Getting an access token
-
Initiate a code flow by clicking Start Flow and select Code Flow.
-
Change the environment to the newly created environment.
-
Allow Cognito to callback to OAuth Tools by adding the OAuth Tools' callback URL to Cognito's App client settings.
-
Enable Cognito User Pool as an identity provider, allow the Authorization code grant and
openid
scope then click Save changes. -
In Settings section of OAuth Tools, select the app client, and add
openid
scope. -
Click the Run button then you should be redirected to Cognito's hosted UI.
-
Input the credentials of the Cognito user that was created earlier then click Sign In. If this is the first time the user has signed in, you may need to change its password. Cognito will then redirect you back to OAuth Tools.
-
In OAuth Tools, scroll down and click the Redeem code button. Copy the generated access token.
Performing an authorized request
- Using an HTTP client such as Martini Desktop's HTTP Client, create a new request and enter the URL of the API.
- Under the Authentication tab, set the Type to OAuth 2.0.
- Paste the access token and click Send.
If you are using a different HTTP client, add a header with name Authorization
and set its value
to Bearer {access_token}
instead.
Retrieving User's Identity
In most cases, you may want to persist the user's identity to the API call. In fact, it is recommended to do so to maintain an audit trail. This audit trail can be useful when tracking API requests.

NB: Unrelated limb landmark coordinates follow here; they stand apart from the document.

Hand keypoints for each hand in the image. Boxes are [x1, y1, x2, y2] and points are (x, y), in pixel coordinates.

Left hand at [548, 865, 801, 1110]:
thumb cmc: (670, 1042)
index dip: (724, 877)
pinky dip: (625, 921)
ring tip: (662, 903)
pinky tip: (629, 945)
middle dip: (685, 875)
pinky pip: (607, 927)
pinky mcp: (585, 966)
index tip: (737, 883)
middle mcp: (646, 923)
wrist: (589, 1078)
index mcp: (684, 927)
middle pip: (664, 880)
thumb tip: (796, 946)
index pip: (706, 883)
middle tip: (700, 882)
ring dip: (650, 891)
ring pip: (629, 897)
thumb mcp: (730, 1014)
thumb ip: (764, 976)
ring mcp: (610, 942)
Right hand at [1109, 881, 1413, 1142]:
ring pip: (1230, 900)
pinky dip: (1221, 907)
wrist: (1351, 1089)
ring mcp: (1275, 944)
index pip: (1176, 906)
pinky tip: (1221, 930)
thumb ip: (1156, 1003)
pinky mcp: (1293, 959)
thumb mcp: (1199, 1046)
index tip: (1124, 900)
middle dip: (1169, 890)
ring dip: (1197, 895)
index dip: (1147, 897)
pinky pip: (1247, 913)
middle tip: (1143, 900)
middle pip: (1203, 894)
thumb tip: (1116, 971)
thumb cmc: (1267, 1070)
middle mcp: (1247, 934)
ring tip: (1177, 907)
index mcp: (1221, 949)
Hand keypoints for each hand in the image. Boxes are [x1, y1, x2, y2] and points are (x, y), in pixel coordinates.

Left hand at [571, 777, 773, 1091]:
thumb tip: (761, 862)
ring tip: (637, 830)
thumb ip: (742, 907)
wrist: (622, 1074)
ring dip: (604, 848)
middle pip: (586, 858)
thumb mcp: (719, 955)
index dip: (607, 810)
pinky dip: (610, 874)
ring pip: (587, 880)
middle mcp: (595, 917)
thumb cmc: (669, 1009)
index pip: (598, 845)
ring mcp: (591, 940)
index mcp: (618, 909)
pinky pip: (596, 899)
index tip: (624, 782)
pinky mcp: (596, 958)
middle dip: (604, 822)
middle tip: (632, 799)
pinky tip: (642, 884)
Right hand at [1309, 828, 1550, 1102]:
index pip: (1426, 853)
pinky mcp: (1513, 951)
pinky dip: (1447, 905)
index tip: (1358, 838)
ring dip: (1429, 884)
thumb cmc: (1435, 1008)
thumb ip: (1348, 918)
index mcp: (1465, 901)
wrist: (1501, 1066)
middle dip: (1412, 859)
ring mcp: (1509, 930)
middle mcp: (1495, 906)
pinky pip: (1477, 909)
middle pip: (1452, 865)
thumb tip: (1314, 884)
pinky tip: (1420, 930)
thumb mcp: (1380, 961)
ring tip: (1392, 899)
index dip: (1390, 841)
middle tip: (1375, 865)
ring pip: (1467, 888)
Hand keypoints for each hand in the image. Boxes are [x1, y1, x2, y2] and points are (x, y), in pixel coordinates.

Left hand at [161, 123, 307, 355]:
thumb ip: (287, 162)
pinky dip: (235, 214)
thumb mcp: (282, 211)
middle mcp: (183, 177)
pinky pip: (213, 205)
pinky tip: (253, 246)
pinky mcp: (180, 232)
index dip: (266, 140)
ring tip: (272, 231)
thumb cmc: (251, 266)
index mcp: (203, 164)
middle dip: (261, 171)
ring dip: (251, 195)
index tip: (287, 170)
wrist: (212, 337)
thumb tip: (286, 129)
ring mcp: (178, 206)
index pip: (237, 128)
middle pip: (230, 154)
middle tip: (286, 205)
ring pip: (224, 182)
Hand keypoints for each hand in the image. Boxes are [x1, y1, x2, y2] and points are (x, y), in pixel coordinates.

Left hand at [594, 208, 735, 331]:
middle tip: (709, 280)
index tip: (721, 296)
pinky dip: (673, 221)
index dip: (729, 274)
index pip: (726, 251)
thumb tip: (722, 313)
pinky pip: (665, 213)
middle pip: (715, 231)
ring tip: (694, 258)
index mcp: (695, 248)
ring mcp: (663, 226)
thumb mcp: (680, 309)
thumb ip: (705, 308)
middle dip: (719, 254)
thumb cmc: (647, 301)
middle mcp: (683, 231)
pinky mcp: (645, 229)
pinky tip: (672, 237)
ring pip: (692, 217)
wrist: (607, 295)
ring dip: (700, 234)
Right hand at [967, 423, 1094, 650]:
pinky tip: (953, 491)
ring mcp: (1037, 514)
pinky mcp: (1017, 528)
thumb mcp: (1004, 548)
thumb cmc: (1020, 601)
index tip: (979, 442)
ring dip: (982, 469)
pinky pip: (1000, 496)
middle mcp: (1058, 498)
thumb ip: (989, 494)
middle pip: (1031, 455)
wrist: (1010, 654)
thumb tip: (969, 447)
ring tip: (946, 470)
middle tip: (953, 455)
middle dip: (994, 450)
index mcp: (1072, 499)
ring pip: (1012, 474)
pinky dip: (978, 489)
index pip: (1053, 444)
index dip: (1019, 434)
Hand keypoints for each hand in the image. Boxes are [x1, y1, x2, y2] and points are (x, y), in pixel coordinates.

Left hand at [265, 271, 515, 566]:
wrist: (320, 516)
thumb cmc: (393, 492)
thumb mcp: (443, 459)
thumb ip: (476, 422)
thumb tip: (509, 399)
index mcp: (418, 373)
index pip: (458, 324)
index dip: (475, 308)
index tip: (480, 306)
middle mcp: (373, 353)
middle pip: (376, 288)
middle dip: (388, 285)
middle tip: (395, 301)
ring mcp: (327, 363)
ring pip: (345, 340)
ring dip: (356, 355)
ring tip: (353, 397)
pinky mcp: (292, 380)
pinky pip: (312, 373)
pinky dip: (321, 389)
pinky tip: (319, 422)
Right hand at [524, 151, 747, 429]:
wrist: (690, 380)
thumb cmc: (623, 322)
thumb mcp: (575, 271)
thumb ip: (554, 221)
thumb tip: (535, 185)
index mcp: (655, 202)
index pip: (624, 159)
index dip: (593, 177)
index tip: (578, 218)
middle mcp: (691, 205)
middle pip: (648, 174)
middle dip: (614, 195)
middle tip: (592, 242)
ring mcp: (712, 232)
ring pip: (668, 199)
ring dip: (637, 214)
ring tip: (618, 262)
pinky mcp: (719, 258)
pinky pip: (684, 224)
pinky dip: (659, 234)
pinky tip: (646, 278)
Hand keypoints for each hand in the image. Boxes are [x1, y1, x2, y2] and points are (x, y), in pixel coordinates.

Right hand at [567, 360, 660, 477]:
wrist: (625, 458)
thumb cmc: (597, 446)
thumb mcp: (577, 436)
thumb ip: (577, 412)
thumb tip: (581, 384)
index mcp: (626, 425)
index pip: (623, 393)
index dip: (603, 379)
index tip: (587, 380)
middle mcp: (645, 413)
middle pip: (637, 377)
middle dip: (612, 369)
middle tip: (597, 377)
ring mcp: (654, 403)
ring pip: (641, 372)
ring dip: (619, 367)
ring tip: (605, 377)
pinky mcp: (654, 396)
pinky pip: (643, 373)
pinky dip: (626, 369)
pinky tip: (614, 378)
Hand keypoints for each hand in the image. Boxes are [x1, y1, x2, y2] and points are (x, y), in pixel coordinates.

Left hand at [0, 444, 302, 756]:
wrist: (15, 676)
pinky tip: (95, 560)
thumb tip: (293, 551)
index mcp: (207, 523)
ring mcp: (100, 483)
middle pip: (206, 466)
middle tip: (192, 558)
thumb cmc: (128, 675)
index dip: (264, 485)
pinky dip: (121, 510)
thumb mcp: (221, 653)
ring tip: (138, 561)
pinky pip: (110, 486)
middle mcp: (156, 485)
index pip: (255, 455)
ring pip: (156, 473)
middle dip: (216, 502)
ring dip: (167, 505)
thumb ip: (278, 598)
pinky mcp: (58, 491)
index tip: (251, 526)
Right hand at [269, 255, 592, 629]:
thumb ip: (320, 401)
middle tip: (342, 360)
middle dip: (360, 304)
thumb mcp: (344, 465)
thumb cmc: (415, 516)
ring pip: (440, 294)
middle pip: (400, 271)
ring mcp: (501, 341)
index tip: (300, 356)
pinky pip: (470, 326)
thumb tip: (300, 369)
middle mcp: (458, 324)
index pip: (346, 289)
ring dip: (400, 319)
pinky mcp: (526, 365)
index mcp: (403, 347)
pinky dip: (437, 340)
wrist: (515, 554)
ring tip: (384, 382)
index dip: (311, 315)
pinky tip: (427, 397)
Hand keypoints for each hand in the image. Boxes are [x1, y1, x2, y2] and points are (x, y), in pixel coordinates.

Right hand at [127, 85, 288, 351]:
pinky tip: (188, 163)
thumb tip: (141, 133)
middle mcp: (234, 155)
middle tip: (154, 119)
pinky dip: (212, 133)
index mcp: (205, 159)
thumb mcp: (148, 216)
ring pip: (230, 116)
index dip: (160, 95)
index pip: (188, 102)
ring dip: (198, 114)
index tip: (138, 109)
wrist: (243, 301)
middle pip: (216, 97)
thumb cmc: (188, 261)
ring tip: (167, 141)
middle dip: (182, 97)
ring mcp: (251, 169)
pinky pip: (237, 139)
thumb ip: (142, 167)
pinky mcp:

If your authorization server provides access tokens in signed JWT format, the user identity is usually embedded
on the token itself. If the server supports OpenID Connect, it is contained on the ID token instead. This ID token is
also sent after doing an OAuth flow. Depending on the auth server and gateway, you can pass either of these to
the Authorization
bearer header. Martini will then automatically decode the token and makes the user details available
through the IdentityMethods.getCurrentUser()
function. Since most API gateways automatically include
the token to the header, you can immediately use the function to retrieve the user's identity.
If your authorization server provides access tokens in encrypted JWT format, you need to configure a service on the
API gateway to decrypt it then pass the decrypted token to the Authorization
header when calling the API on Martini.
Another option is to configure Martini to get the encrypted token from the header and decrypt it. Decryption is usually
done by a client library which can be imported as a JAR.